After filling out multiple papers on my medical history and all kinds of other cap I finally got to go back. I can tell you walking back into the room holding Camden's hand is the worst anxiety I've ever had. After I was introduced to the doctor, Dr.Gomez, she wanted to talk over things because I'm a teen and everything.
"So you want an abortion? You know you can't undo this, right? " She questioned. I was so frustrated be a use I obviously know what I want and don't want. I'm sixteen and can make my own decision on what I want to do.
"Yes, ma'am. I understand that I want an abortion and an abortion can't be reversed, " I smiled really trying not to be a bitch.

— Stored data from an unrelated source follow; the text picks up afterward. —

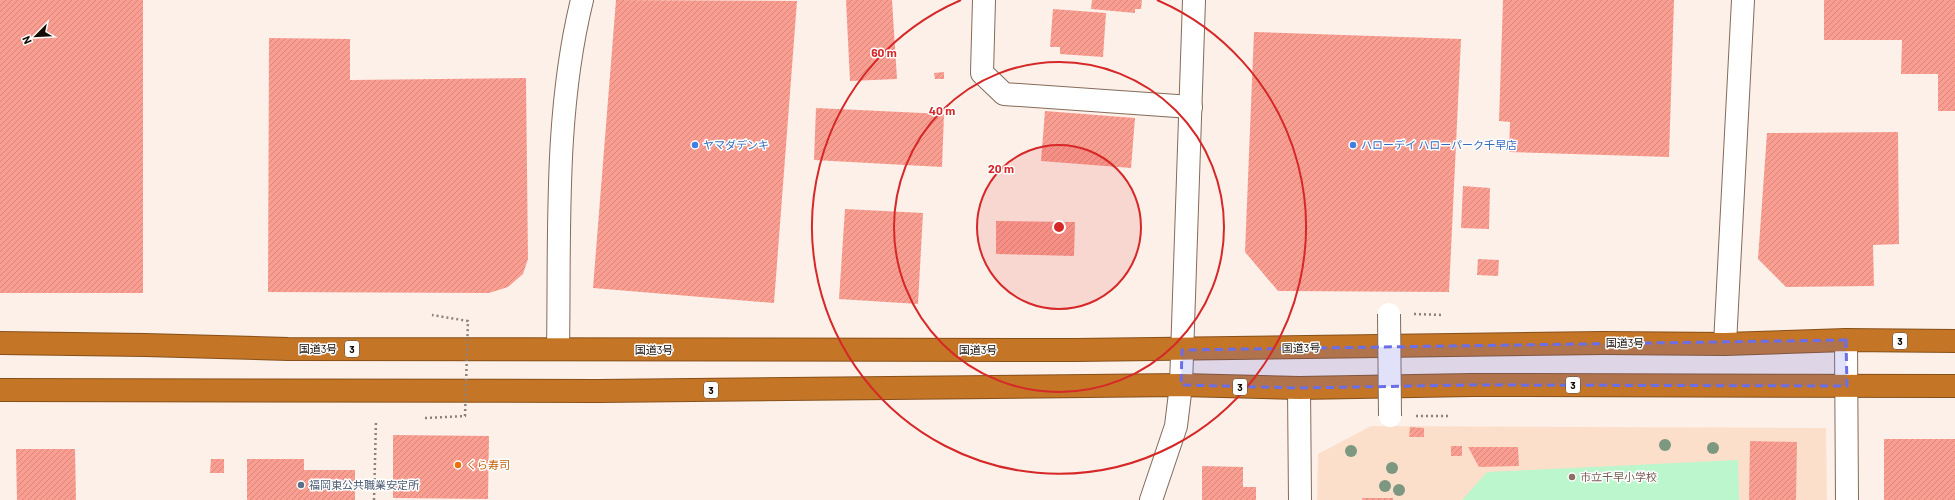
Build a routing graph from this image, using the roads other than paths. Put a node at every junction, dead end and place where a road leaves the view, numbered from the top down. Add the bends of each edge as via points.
1 (582, 0) edge
2 (984, 0) edge
3 (1194, 0) edge
4 (1743, 0) edge
5 (1191, 107) junction
6 (1389, 314) dead end
7 (1846, 340) junction
8 (1955, 341) edge
9 (0, 343) edge
10 (1726, 344) junction
11 (558, 350) junction
12 (1182, 350) junction
13 (1181, 386) junction
14 (1847, 386) junction
15 (1955, 386) edge
16 (1299, 388) junction
17 (0, 390) edge
18 (1390, 416) dead end
19 (1151, 500) edge
20 (1300, 500) edge
21 (1848, 500) edge

1 - 11 street via 575,29 562,134
2 - 5 street via 982,73 1004,94
3 - 5 street
4 - 10 street
5 - 12 street
6 - 18 street, bridge
7 - 8 highway, 国道3号 / 3
7 - 10 highway, 国道3号 / 3
7 - 14 street
9 - 11 highway, 国道3号 / 3 via 288,350
10 - 12 highway, 国道3号 / 3 via 1603,343
11 - 12 highway, 国道3号 / 3
12 - 13 street
13 - 16 highway, 3
13 - 17 highway, 3 via 598,391
13 - 19 street via 1176,426
14 - 15 highway, 3
14 - 16 highway, 3 via 1472,385
14 - 21 street
16 - 20 street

"It's sad when pretty little girls come in like you and don't want a baby that they got there selves in. Any ways, I'll be right back, " Dr.Gomez said. I sat there and stared at the door while she left. Camden was still holding my hand and being quite. I think about what she said. I got myself into this situation and now I'm going to kill a baby. But I really don't want a kid actually ever. Especially not in tenth grade. I really can't.
Dr.Gomez comes back in and gives me a gown to change into. I put it on and then tell her she can come in the room again. I put my feet in the sterns and let her get her tool. She asks if I'm ready and I say yes. I'm ready to get this pain and regret over with. Bit actually, I'm not ready. I tell her I'm not ready while she puts on her gloves. I will never be ready to murder a baby. My baby. I take my feet out of the sterns and cry. I slip on underwear again so no one can see those parts. I cry while Camden moves up on the bed thing with me and hugs me. He strokes my hair and whispers things in my ear that I don't understand because I'm crying so hard. The doctor leaves and says we can leave whenever we are ready to. I sit there a while and cry still until my phone rings. Now I panic. I hand it to Camden and tell him to say we are at his house.
"Atalize? Where are you honey? You never said anything about not being home for dinner," my mom went on and on.
"Hey, Mrs.Johnson. This is Camden and we decided to go out for dinner tonight. Sorry I had no clue she didn't tell you," Camden lied.
"Can I talk to Atalize, Camden? I just need to know why she didn't tell me you guys were going out tonight. I know you two are dating and I like you so it's not as much as a big that you two went out," My mom complained.
Camden looked at my very nervous like because I was still crying and fucking terrified.
"Um.. yeah, I'll give the phone to her," Camden said. He handed it to me and I took some deep breaths to sound calm.
"Hey, mom. Sorry I forgot to call you. I'm really sorry. How about we have dinner tomorrow?" I say sweetly.
"You know that I don't care that you go out. I just like to know where you are and that's why I have a tracking device on your phone. So why are you at Planned Parenthood? Did Alexis get pregnant? Do not let her get an abortion! That's so wrong! Why would you go with her? I can't belive Alexis would be so stupid! I have to call he mom," my mom rambled on and on about Alexis (my best friend from birth). And I knew I couldn't let Alexis get in trouble.
"No, mom," I croak, "I'm pregnant." There is silence on the other line and I'm so scared not knowing what will happen. I don't know of she'll be mad or sad but either one will be horrible. I don't know what she's going to do bit I'm so fucking terrified.
"I'm coming to get you," my mom finally says. I swear I'm hyperventilating because the nurse comes in to take the phone. She even hives a lecture to MY MOTHER!
"Ma'am you are worrying this pateint and a pregnant teen should not be put under so much anxiety," the nurse said. I felt so awkward because 1.) She knows for sure that I'm pregnant and 2.) A nurse just lectured my mother about her own daughter. While I'm calming down the nurse smiles at me and hands me the phone.
"Mom?" I say ,"I don't know if I can handle a baby." And I cry like I am a little baby because I can't handle having a baby. I'm not ready and I doubt Camden is.